Осень 1926-го
20 сентября в Большой аудитории Политехнического музея Маяковский прочёл доклад «Как писать стихи». В «Хронике жизни и деятельности Маяковского» приводятся воспоминания об этом вечере Г.Калашникова:
«Маяковский получил на вечере записку: "Маяковский, вы не уважаете своих слушателей и не считаетесь с ними. На эстраде вы ведёте себя, как дома, разгуливаете, снимаете пиджак. Согласитесь, что это непристойно!" Маяковский громко прочитал эту записку.
– Слушателей своих я уважаю, – резко сказал он, – а вот автор этой записки не уважает ни меня, ни мою работу. Он упрекает меня в непристойности. Скажите, какой благовоспитанный юноша! Каждый токарь, фрезеровщик, столяр, когда он становится к своему станку или верстаку, снимает пиджак. Так ему сподручнее работать. Автор этой записки сидит в зале и только меня слушает, а я работаю, утомляюсь, и без пиджака мне работать удобней. Надо, товарищи, уважать немножко и работу поэта.
Зал разразился на эту реплику Маяковского громкими аплодисментами».
Афиша творческого вечера В.Маяковского «Как писать стихи» 20 сентября 1926 г.
30 сентября в той же аудитории Политехнического музея проходил диспут о хулиганстве. Ленинградская «Красная газета» написала:
«Маяковский, выступивший в заключение, рекомендовал побольше и посерьёзнее заниматься боксом, для того чтобы каждый мог дать отпор любому хулигану».
Газета «Известия»:
«Заканчивая своё слово, тов. Маяковский зачитывает стихотворение "Хулиган", подчёркивая его конец».
Финал стихотворения звучит так:
«Когда / у больного / рука гниёт —
не надо жалеть её.
Пора / топором закона / отсечь
гнилые / дела и речь!»
В это время в Московском Художественном театре вовсю шли репетиции спектакля по пьесе Михаила Булгакова «Дни Турбиных» (сначала она называлась «Белой гвардией»). «Пролетарская» общественность советской столицы устроила невероятнейшую травлю пьесы и готовившегося спектакля. Маяковский в этой травле принял самое активное участие.
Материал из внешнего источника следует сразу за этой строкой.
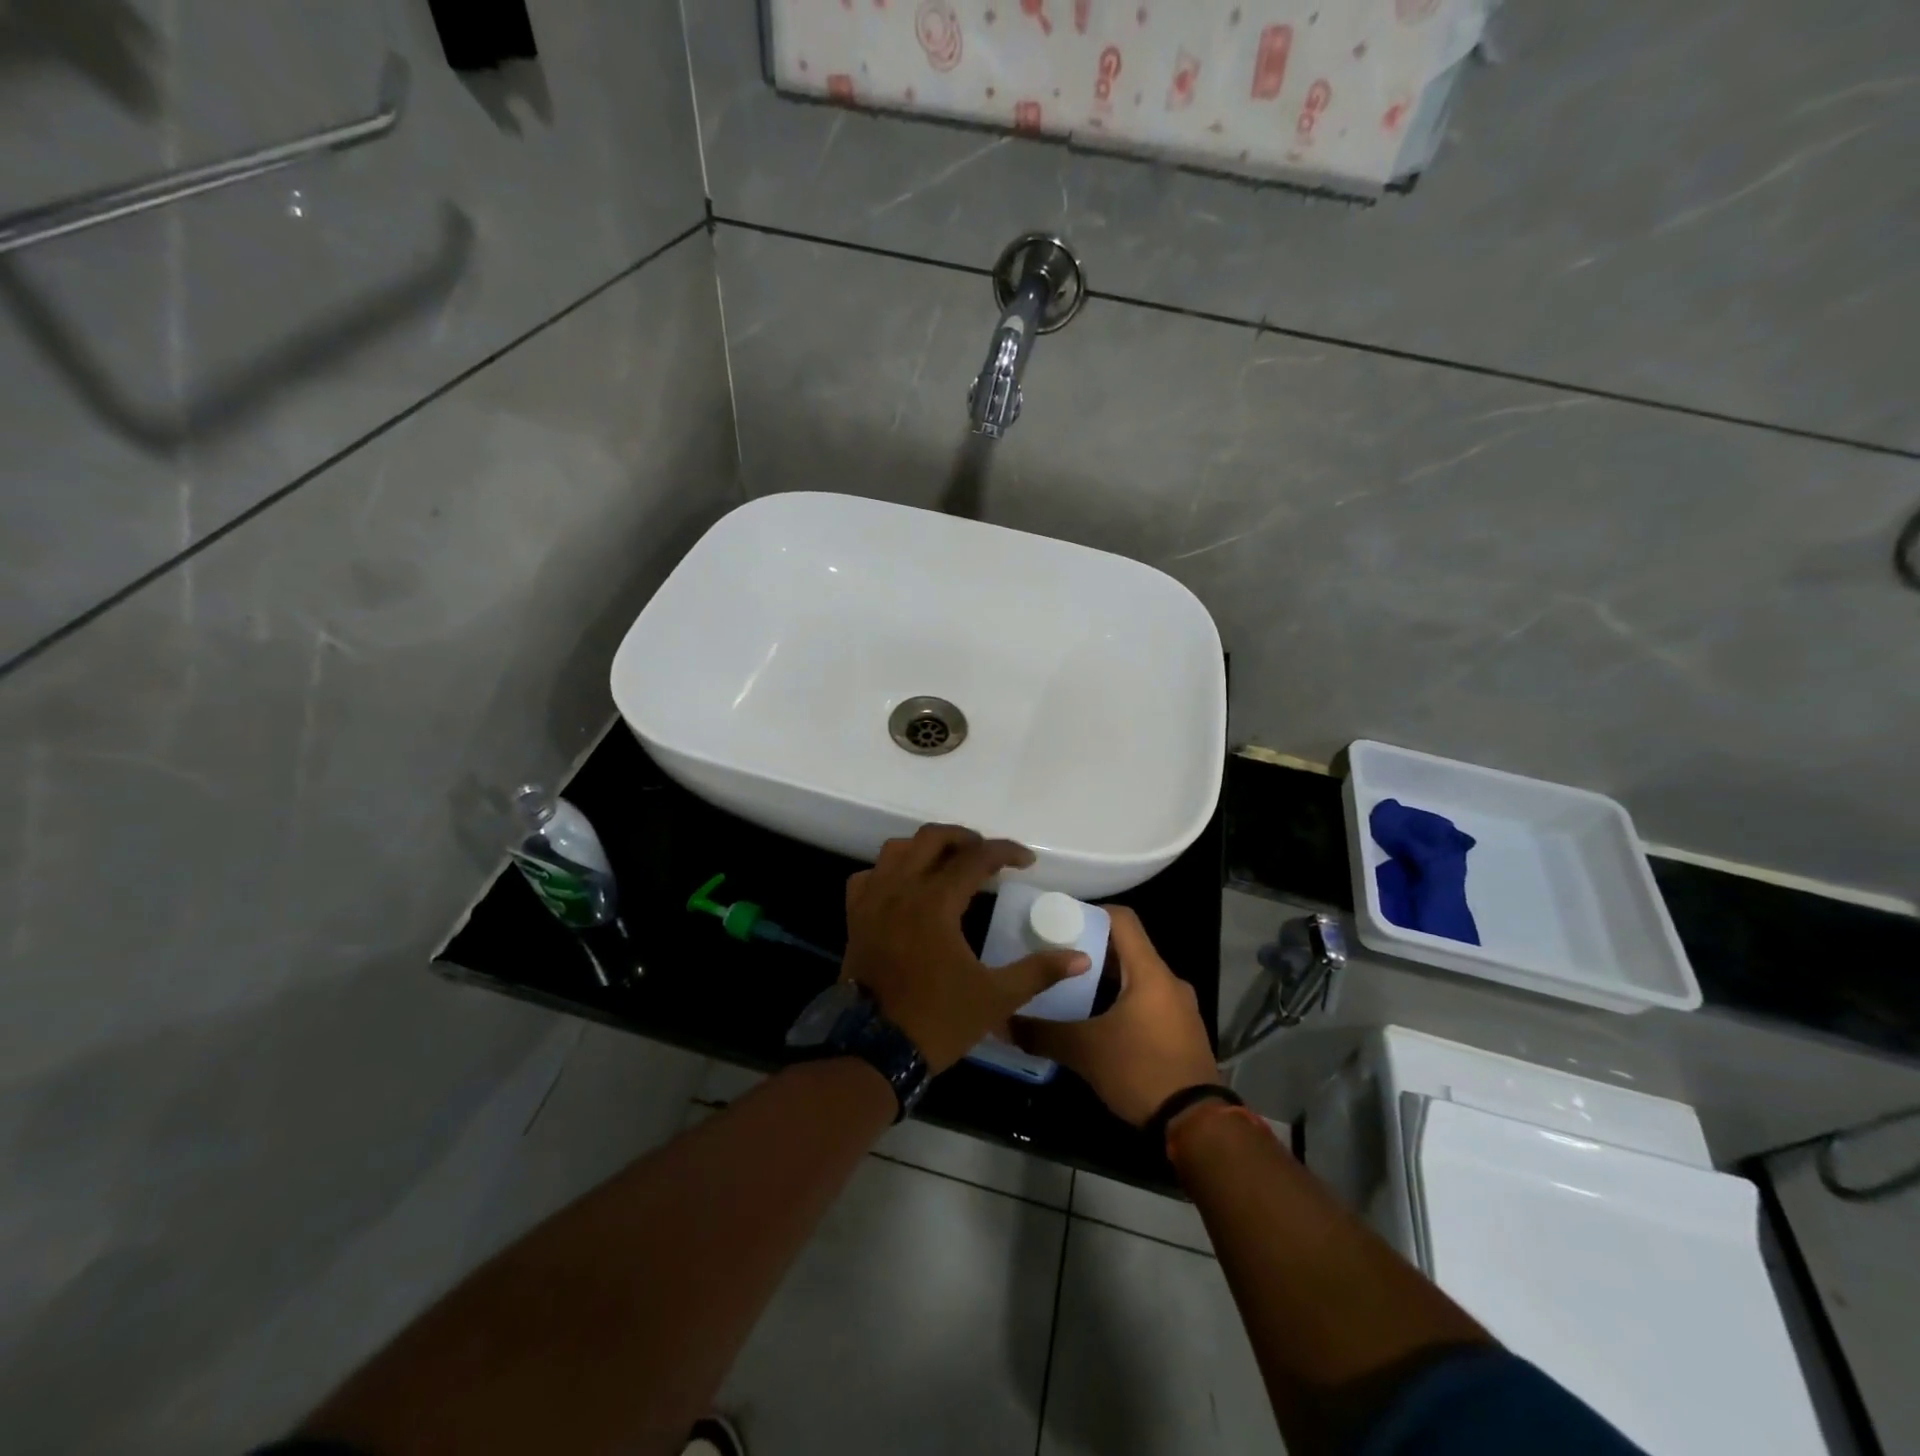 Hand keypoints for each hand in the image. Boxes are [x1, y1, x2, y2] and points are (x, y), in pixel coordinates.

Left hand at [843, 825, 1090, 1072]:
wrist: (874, 1051)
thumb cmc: (938, 1021)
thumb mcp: (996, 998)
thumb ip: (1038, 971)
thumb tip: (1082, 958)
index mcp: (936, 902)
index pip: (976, 858)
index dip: (1005, 852)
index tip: (1027, 861)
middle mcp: (902, 889)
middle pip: (932, 838)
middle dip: (964, 838)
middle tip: (987, 855)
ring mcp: (873, 901)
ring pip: (896, 849)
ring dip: (925, 847)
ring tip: (948, 863)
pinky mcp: (855, 917)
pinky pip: (868, 876)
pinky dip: (888, 872)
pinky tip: (904, 887)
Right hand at [1012, 906, 1221, 1125]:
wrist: (1197, 1126)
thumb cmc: (1141, 1070)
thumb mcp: (1085, 1051)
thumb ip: (1043, 1033)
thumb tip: (1004, 1022)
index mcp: (1150, 972)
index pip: (1123, 919)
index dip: (1091, 912)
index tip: (1060, 921)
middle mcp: (1169, 981)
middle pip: (1128, 949)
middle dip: (1092, 950)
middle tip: (1057, 957)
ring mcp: (1180, 1008)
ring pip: (1138, 978)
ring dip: (1108, 979)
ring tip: (1071, 989)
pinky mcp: (1183, 1032)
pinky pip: (1149, 1002)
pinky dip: (1123, 1001)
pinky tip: (1098, 1021)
Вечером 2 октября 1926 года в Москве, в Коммунистической академии, состоялся диспут на тему «Театральная политика советской власти», на котором с докладом выступил нарком по просвещению А.В.Луначарский. Из пяти ораторов, принявших участие в обсуждении вопроса, предпоследним был Маяковский.
Так как утром того же дня в Художественном театре прошла генеральная репетиция «Дней Турбиных», своё выступление Владимир Владимирович начал так:
«Товарищи, здесь два вопроса: прежде всего, академический доклад товарища Луначарского о политике Наркомпроса в области театрального искусства, а второй – это специальный вопрос о пьесе Булгакова "Белая гвардия", поставленной Художественным театром».
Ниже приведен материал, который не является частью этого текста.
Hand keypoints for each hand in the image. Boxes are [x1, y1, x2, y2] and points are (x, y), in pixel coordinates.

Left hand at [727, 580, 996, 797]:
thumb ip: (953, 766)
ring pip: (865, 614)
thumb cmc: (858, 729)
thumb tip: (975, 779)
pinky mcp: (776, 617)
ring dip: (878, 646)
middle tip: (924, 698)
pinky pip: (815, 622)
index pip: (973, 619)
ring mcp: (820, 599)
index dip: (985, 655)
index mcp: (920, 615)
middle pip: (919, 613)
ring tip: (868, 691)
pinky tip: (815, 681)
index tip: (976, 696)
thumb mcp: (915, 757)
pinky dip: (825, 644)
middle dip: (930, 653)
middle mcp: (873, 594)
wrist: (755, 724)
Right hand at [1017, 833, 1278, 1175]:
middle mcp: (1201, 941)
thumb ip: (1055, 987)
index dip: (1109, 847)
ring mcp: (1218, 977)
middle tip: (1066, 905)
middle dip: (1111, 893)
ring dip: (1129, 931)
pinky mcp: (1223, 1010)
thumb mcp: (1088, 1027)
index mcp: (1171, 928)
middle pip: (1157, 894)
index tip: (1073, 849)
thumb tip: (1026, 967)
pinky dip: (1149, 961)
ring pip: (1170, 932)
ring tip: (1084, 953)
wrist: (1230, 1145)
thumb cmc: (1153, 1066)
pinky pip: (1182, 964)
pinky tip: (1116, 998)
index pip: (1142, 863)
На генеральной репетиции Маяковский не был, содержания булгаковской пьесы не знал, но «второму вопросу» посвятил больше половины своего выступления.
Что же он мог сказать, если в существе дела не разобрался?
По Москве тогда ходили упорные слухи о том, что премьеры, назначенной на 5 октября, не будет, так как спектакль запретят. И Маяковский присоединился к тем, кто разносил крамольную постановку в клочья, сказав, что для Художественного театра…
«… это правильное логическое завершение: начали с тётей Маней и дядей Ваней и закончили "Белой гвардией"».
В зале раздался смех, и воодушевлённый поэт, назвав пьесу «нарывом» («вылезшая, нарвавшая "Белая гвардия"»), добавил менторским тоном:
«Мы случайно дали возможность под руку буржуазии Булгакову пискнуть – и пискнул. А дальше мы не дадим».
Маяковский произнёс эти карающие фразы так, словно занимал какой-то важный ответственный пост, и от него зависело, допускать или не допускать до советских зрителей пьески сомнительного буржуазного пошиба.